■ **Brief**:
Write out the data below in full, unchanged, minus the images.

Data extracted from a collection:
--------------------------------------------------
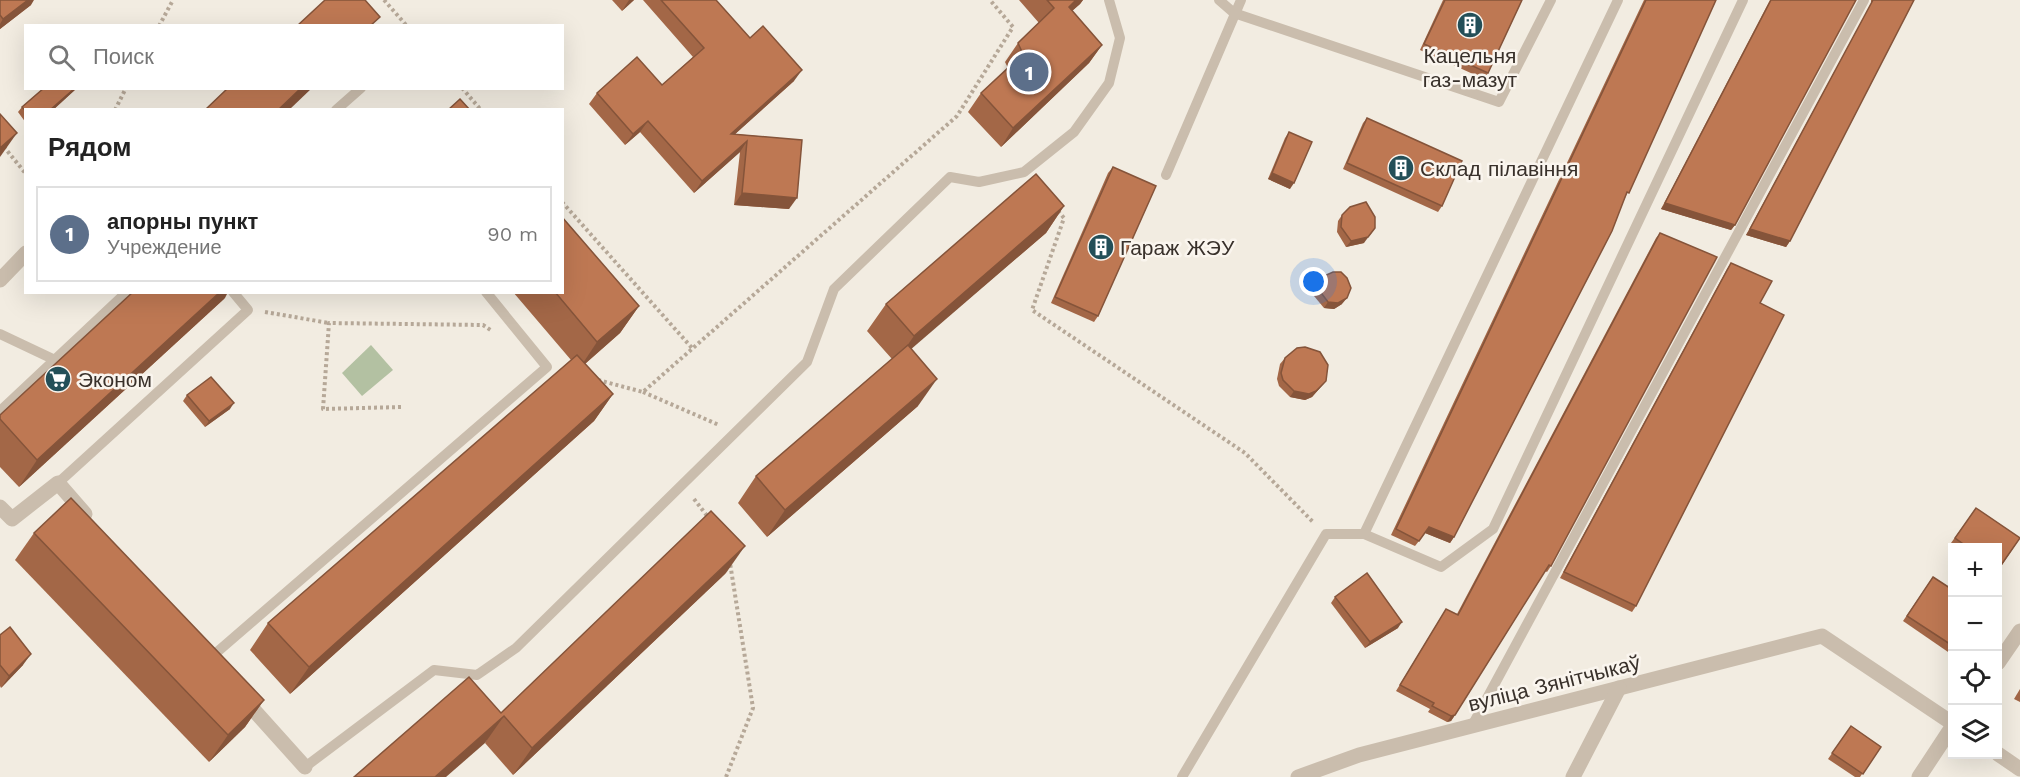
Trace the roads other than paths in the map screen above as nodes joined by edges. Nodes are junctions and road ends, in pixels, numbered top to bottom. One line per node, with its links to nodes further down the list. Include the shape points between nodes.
1 (1109, 0): 33 (lane, via 1120,38 1109,83 1074,132 1024,172 979,182 950,177 834,290 807,362 516,648 477,675 434,670)
2 (1219, 0): 8 (lane)
3 (1241, 0): 8 (lane)
4 (1551, 0): 8 (lane, via 1498,102)
5 (1618, 0): 23 (lane)
6 (1743, 0): 23 (lane, via 1493,529 1441,567)
7 (1864, 0): 30 (lane)
8 (1234, 14): 11 (lane)
9 (359, 90): 10 (lane)
10 (338, 108)
11 (1166, 175)
12 (24, 255): 13 (street)
13 (0, 280)
14 (125, 294): 18 (lane)
15 (235, 294): 20 (lane, via 248,310)
16 (488, 294): 26 (lane, via 547,367)
17 (0, 334): 18 (lane)
18 (55, 360): 19 (lane)
19 (0, 411)
20 (58, 483): 21 (street, via 12,519); 22 (street)
21 (0, 507)
22 (96, 527)
23 (1364, 534): 35 (lane, via 1326,534)
24 (2020, 631): 25 (street)
25 (2002, 657)
26 (209, 659)
27 (231, 684): 33 (street)
28 (1619, 688): 29 (street, вуліца Зянітчыкаў, via 1822,636); 30 (street, вуліца Зянітчыкаў); 37 (street)
29 (1948, 722)
30 (1472, 726): 36 (street, вуліца Зянітчыкаў, via 1359,755)
31 (1948, 733): 38 (street)
32 (2002, 757): 34 (street)
33 (305, 767)
34 (2020, 769)
35 (1182, 777)
36 (1298, 777)
37 (1573, 777)
38 (1919, 777)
--------------------------------------------------
■ **Your response**:
Trace the roads other than paths in the map screen above as nodes joined by edges. Nodes are junctions and road ends, in pixels, numbered top to bottom. One line per node, with its links to nodes further down the list. Include the shape points between nodes.
1 (1109, 0): 33 (lane, via 1120,38 1109,83 1074,132 1024,172 979,182 950,177 834,290 807,362 516,648 477,675 434,670)
2 (1219, 0): 8 (lane)
3 (1241, 0): 8 (lane)
4 (1551, 0): 8 (lane, via 1498,102)
5 (1618, 0): 23 (lane)
6 (1743, 0): 23 (lane, via 1493,529 1441,567)
7 (1864, 0): 30 (lane)
8 (1234, 14): 11 (lane)
9 (359, 90): 10 (lane)
10 (338, 108)
11 (1166, 175)
12 (24, 255): 13 (street)
13 (0, 280)
14 (125, 294): 18 (lane)
15 (235, 294): 20 (lane, via 248,310)
16 (488, 294): 26 (lane, via 547,367)
17 (0, 334): 18 (lane)
18 (55, 360): 19 (lane)
19 (0, 411)
20 (58, 483): 21 (street, via 12,519); 22 (street)
21 (0, 507)
22 (96, 527)
23 (1364, 534): 35 (lane, via 1326,534)
24 (2020, 631): 25 (street)
25 (2002, 657)
26 (209, 659)
27 (231, 684): 33 (street)
28 (1619, 688): 29 (street, вуліца Зянітчыкаў, via 1822,636); 30 (street, вуліца Зянітчыкаў); 37 (street)
29 (1948, 722)
30 (1472, 726): 36 (street, вуліца Зянітчыкаў, via 1359,755)
31 (1948, 733): 38 (street)
32 (2002, 757): 34 (street)
33 (305, 767)
34 (2020, 769)
35 (1182, 777)
36 (1298, 777)
37 (1573, 777)
38 (1919, 777)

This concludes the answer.